ABSTRACT

This chapter concerns changes in the child's perception of psychic reality during normal development, culminating in the major shift in the child's understanding of minds (theory of mind) at the oedipal stage, which we equate with the qualitative shift in the development of mentalization whereby the self becomes a representational agent (see chapter 5). We integrate empirical studies of this transition with material from the analysis of a 4-year-old girl. We propose a psychoanalytic model of the development of an awareness of mental states, which conceives of the very young child as using two modes for representing internal states or—using psychoanalytic terminology—psychic reality; we have called these "psychic equivalent" and "pretend" modes, which differ primarily in the assumed relationship between internal and external realities. We argue that the integration of the dual modes into a singular reflective mode is normally completed by about the age of 4, with the mentalization of affect leading the mentalization of belief states or cognitions: the child first understands that people have different feelings, then that they may have different thoughts about the same external reality.
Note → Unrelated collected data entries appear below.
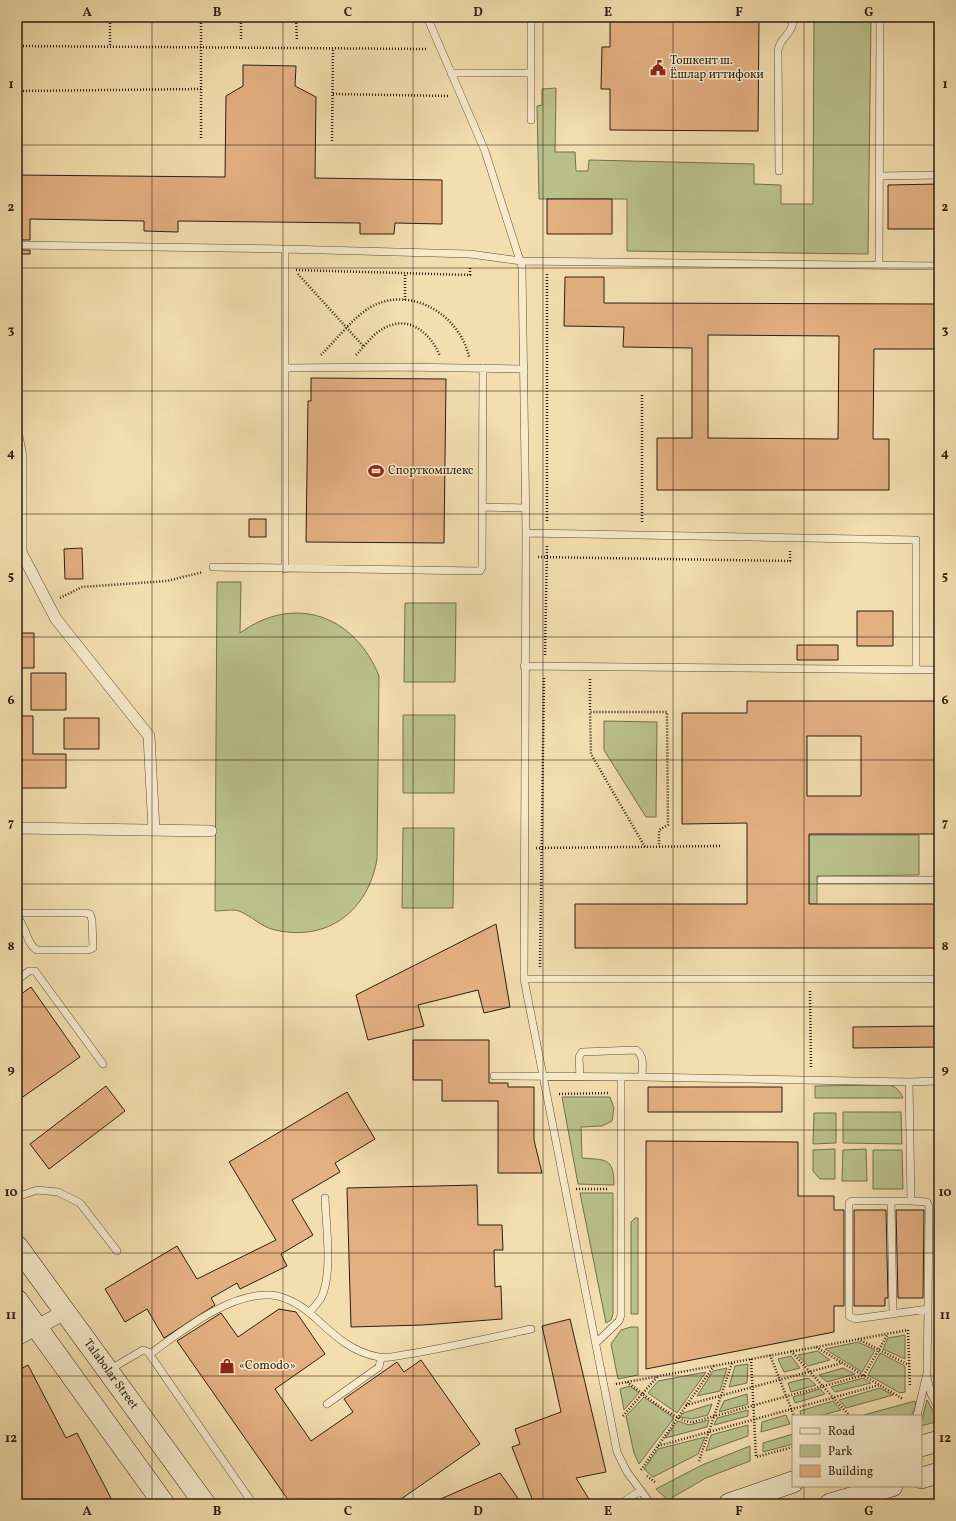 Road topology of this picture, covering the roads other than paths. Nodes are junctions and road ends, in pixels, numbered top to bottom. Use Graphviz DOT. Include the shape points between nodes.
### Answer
graph roads {
  1 [pos="427,17"];
  2 [pos="531,17"];
  3 [pos="793,17"];
  4 [pos="880,17"];
  5 [pos="451,73"];
  6 [pos="531,73"];
  7 [pos="531,120"];
  8 [pos="779,171"];
  9 [pos="939,175"];
  10 [pos="880,176"];
  11 [pos="17,245"];
  12 [pos="285,249"];
  13 [pos="521,261"];
  14 [pos="879,266"];
  15 [pos="939,266"];
  16 [pos="286,368"];
  17 [pos="483,368"];
  18 [pos="524,369"];
  19 [pos="17,436"];
  20 [pos="19,470"];
  21 [pos="482,507"];
  22 [pos="526,508"];
  23 [pos="526,533"];
  24 [pos="214,567"];
  25 [pos="285,569"];
  26 [pos="524,666"];
  27 [pos="916,670"];
  28 [pos="939,670"];
  29 [pos="17,828"];
  30 [pos="154,830"];
  31 [pos="211,831"];
  32 [pos="821,880"];
  33 [pos="939,880"];
  34 [pos="17,913"];
  35 [pos="17,916"];
  36 [pos="524,979"];
  37 [pos="939,979"];
  38 [pos="17,980"];
  39 [pos="103,1064"];
  40 [pos="494,1076"];
  41 [pos="580,1077"];
  42 [pos="642,1077"];
  43 [pos="543,1078"];
  44 [pos="620,1078"];
  45 [pos="938,1081"];
  46 [pos="909,1082"];
  47 [pos="17,1197"];
  48 [pos="325,1198"];
  49 [pos="911,1200"];
  50 [pos="891,1201"];
  51 [pos="17,1246"];
  52 [pos="117,1251"];
  53 [pos="17,1300"];
  54 [pos="928,1309"];
  55 [pos="65,1312"];
  56 [pos="309,1313"];
  57 [pos="893,1314"];
  58 [pos="36,1327"];
  59 [pos="531,1329"];
  60 [pos="17,1338"];
  61 [pos="596,1343"];
  62 [pos="150,1354"];
  63 [pos="381,1358"];
  64 [pos="108,1371"];
  65 [pos="927,1373"];
  66 [pos="327,1404"];
  67 [pos="939,1408"];
  68 [pos="918,1415"];
  69 [pos="939,1441"];
  70 [pos="922,1446"];
  71 [pos="939,1473"];
  72 [pos="922,1478"];
  73 [pos="792,1482"];
  74 [pos="889,1487"];
  75 [pos="640,1491"];
  76 [pos="164,1504"];
  77 [pos="205,1504"];
  78 [pos="253,1504"];
  79 [pos="620,1504"];
  80 [pos="651,1504"];
  81 [pos="729,1504"];
  82 [pos="830,1504"];
  1 -- 5 [label="lane"];
  2 -- 6 [label="lane"];
  3 -- 8 [label="lane" via="793,27 780,42 778,50"];
  4 -- 10 [label="lane"];
  5 -- 6 [label="lane"];
  5 -- 13 [label="lane" via="485,151"];
  6 -- 7 [label="lane"];
  9 -- 10 [label="lane"];
  10 -- 14 [label="lane"];
  11 -- 12 [label="lane"];
  12 -- 13 [label="lane" via="470,254"];
  12 -- 16 [label="lane"];
  13 -- 14 [label="lane"];
  13 -- 18 [label="lane"];
  14 -- 15 [label="lane"];
  16 -- 17 [label="lane"];
  16 -- 25 [label="lane"];
  17 -- 18 [label="lane"];
  17 -- 21 [label="lane"];
  18 -- 22 [label="lane"];
  19 -- 20 [label="street" via="21,456"];
  20 -- 30 [label="street" via="21,552 56,619 149,736"];
  21 -- 22 [label="lane"];
  21 -- 25 [label="lane" via="482,567 478,572"];
  22 -- 23 [label="lane"];
  23 -- 26 [label="lane"];
  23 -- 27 [label="lane" via="916,540"];
  24 -- 25 [label="lane"];
  26 -- 27 [label="lane"];
  26 -- 36 [label="lane"];
  27 -- 28 [label="lane"];
  29 -- 30 [label="street"];
  30 -- 31 [label="street"];
  32 -- 33 [label="lane"];
  34 -- 35 [label="lane" via="90,914 93,948 37,950 32,947"];
  36 -- 37 [label="lane"];
  36 -- 43 [label="lane"];
  38 -- 39 [label="lane" via="29,971 35,971"];
  40 -- 43 [label="lane"];
  41 -- 42 [label="lane" via="579,1057 582,1052 636,1050 642,1058"];
  41 -- 43 [label="lane"];
  41 -- 44 [label="lane"];
  42 -- 44 [label="lane"];
  42 -- 46 [label="lane"];
  43 -- 61 [label="lane"];
  44 -- 61 [label="lane" via="621,1315 619,1321"];
  45 -- 46 [label="lane"];
  46 -- 49 [label="lane"];
  47 -- 52 [label="lane" via="37,1190 58,1192 80,1203"];
  48 -- 56 [label="lane" via="328,1257 326,1280 321,1298"];
  49 -- 50 [label="lane"];
  49 -- 54 [label="lane" via="927,1202 929,1207"];
  50 -- 57 [label="lane"];
  50 -- 57 [label="lane" via="852,1201 849,1204 849,1314 852,1319"];
  51 -- 55 [label="main road, Talabolar Street"];
  53 -- 58 [label="main road"];
  54 -- 57 [label="lane"];
  54 -- 65 [label="lane"];
  55 -- 58 [label="street"];
  55 -- 64 [label="main road, Talabolar Street"];
  56 -- 62 [label="lane" via="280,1297 270,1295 244,1299 221,1307"];
  56 -- 63 [label="lane" via="346,1345 358,1352"];
  58 -- 60 [label="street"];
  58 -- 76 [label="main road"];
  59 -- 63 [label="lane" via="454,1346"];
  61 -- 75 [label="lane" via="617,1452"];
  62 -- 64 [label="lane" via="143,1350"];
  62 -- 78 [label="lane"];
  63 -- 66 [label="lane" via="380,1367"];
  64 -- 77 [label="main road, Talabolar Street"];
  65 -- 67 [label="lane" via="931,1394"];
  65 -- 68 [label="lane"];
  69 -- 70 [label="main road"];
  71 -- 72 [label="main road"];
  73 -- 81 [label="main road"];
  74 -- 82 [label="main road"];
  75 -- 79 [label="lane"];
  75 -- 80 [label="lane"];
}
We link Freud's classic notion of psychic reality and current psychoanalytic formulations of symbolization. This chapter describes normal psychological growth in childhood; the next offers a further clinical example, which applies the model outlined in 254this chapter and chapter 4 to a young child. Chapter 8 concerns the changes that occur in adolescence, and the following two chapters, using the same developmental model, consider failures of these crucial cognitive transitions as seen in adult personality disorder.